Error training detectNet v2 with TAO

Hello,
I am trying to train detectNet with your jupyter notebook. I got the same error with both my custom data and the data I downloaded (from the links inside the notebook).
I ran docker login nvcr.io and logged in successfully, but then I ran the command

jupyter notebook --ip 0.0.0.0 --allow-root --port 8888

without docker pull or docker run…

error is printed below

• Hardware GeForce RTX 2080 Ti
• Network Type Detectnet_v2
• TLT Version format_version: 2.0
toolkit_version: 4.0.1
published_date: 03/06/2023
4.0.0-tf1.15.5: docker_registry: nvcr.io

• Training spec file
nanovel_detectnet_v2_train_resnet18_kitti.txt (3.7 KB)

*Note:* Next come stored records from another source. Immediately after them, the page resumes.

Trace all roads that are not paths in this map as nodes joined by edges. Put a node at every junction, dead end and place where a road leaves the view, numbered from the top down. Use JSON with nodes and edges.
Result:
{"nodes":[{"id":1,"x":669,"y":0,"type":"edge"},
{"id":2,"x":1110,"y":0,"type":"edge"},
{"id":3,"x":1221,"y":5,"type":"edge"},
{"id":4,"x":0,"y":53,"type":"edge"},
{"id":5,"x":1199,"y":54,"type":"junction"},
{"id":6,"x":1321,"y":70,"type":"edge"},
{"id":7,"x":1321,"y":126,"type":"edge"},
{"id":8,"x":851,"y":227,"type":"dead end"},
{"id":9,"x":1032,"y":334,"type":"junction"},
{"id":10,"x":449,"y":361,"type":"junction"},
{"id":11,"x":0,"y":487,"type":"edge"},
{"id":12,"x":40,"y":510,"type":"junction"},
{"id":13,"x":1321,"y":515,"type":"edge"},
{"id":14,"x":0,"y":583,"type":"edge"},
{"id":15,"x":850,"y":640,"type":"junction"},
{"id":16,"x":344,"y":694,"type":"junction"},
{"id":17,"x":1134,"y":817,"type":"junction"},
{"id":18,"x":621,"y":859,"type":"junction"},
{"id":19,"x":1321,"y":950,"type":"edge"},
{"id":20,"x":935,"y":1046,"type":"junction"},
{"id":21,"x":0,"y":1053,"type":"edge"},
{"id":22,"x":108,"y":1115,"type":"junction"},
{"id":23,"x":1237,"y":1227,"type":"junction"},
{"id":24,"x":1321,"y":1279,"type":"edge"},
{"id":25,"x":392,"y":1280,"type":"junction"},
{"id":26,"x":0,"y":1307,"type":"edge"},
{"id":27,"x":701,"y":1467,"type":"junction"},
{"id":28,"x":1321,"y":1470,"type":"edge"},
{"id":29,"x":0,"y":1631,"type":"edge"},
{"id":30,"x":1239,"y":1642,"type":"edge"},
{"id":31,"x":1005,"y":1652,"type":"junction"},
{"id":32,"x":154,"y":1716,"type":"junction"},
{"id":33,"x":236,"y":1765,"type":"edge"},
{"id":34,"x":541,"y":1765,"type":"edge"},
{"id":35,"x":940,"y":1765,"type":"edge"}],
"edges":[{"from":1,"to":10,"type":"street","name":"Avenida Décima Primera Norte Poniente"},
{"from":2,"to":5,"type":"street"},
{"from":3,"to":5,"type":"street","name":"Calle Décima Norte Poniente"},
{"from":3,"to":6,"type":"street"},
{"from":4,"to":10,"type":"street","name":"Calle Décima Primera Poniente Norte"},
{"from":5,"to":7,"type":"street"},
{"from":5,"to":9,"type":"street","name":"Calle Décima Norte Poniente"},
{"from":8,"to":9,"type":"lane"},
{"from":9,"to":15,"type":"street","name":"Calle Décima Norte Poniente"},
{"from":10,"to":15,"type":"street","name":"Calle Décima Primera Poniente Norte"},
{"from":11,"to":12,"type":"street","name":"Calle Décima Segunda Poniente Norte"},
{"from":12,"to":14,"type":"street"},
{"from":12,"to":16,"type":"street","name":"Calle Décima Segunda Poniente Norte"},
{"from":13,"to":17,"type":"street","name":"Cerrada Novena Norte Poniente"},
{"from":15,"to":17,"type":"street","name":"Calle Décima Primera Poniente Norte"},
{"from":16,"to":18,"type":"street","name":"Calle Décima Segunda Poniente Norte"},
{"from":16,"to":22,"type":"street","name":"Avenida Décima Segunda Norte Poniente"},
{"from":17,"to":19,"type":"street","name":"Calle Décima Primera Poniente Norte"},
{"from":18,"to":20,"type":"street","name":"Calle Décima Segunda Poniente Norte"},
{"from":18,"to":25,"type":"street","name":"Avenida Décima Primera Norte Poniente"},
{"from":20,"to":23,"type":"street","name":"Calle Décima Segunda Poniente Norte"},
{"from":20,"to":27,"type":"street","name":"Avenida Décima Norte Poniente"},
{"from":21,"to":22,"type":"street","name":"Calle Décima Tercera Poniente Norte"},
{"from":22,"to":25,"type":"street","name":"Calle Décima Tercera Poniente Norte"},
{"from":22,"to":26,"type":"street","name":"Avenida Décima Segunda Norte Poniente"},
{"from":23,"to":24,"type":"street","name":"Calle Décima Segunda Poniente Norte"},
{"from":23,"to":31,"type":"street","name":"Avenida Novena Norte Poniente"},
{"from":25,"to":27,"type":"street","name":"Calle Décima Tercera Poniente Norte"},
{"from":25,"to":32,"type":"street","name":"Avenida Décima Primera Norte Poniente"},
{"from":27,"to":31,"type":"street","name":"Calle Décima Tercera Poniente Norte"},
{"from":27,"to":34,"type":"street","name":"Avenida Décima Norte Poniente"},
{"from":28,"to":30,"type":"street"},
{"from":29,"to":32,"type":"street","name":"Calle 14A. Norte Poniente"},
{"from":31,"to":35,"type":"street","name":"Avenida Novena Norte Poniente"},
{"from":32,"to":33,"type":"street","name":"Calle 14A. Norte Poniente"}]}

• How to reproduce the issue ?

!tao detectnet_v2 train -e $SPECS_DIR/nanovel_detectnet_v2_train_resnet18_kitti.txt \
                        -r $USER_EXPERIMENT_DIR/experiment_dir_unpruned \
                        -k $KEY \
                        -n resnet18_detector \
                        --gpus $NUM_GPUS

This is the error I got:

tensorflow.python.framework.errors_impl.InternalError: CUDA runtime implicit initialization on GPU:0 failed. Status: the provided PTX was compiled with an unsupported toolchain.
Telemetry data couldn't be sent, but the command ran successfully.
[WARNING]: <urlopen error [Errno -2] Name or service not known>
File "<frozen iva.detectnet_v2.training.utilities>", line 143, in get_singular_monitored_session
  File "/usr/local/lib/python3.6/dist-packages/tensorflow_core/python/training/monitored_session.py", line 1104, in __init__

Thanks for your help

Please update nvidia driver.

For example,
Uninstall current driver:
sudo apt purge nvidia-driver-510
sudo apt autoremove
sudo apt autoclean

Install new driver.
sudo apt install nvidia-driver-520

Ok, Thanks, I’ll try. I’ll just point out that Yolov4 training worked for me… with the same driver and the same method…

Hi daphna,
Do you still need support here? Or shall we close this topic?
Thank you.

Hi @yingliu, you can close the topic
Thanks!

This topic was automatically closed 14 days after the last reply. New replies are no longer allowed.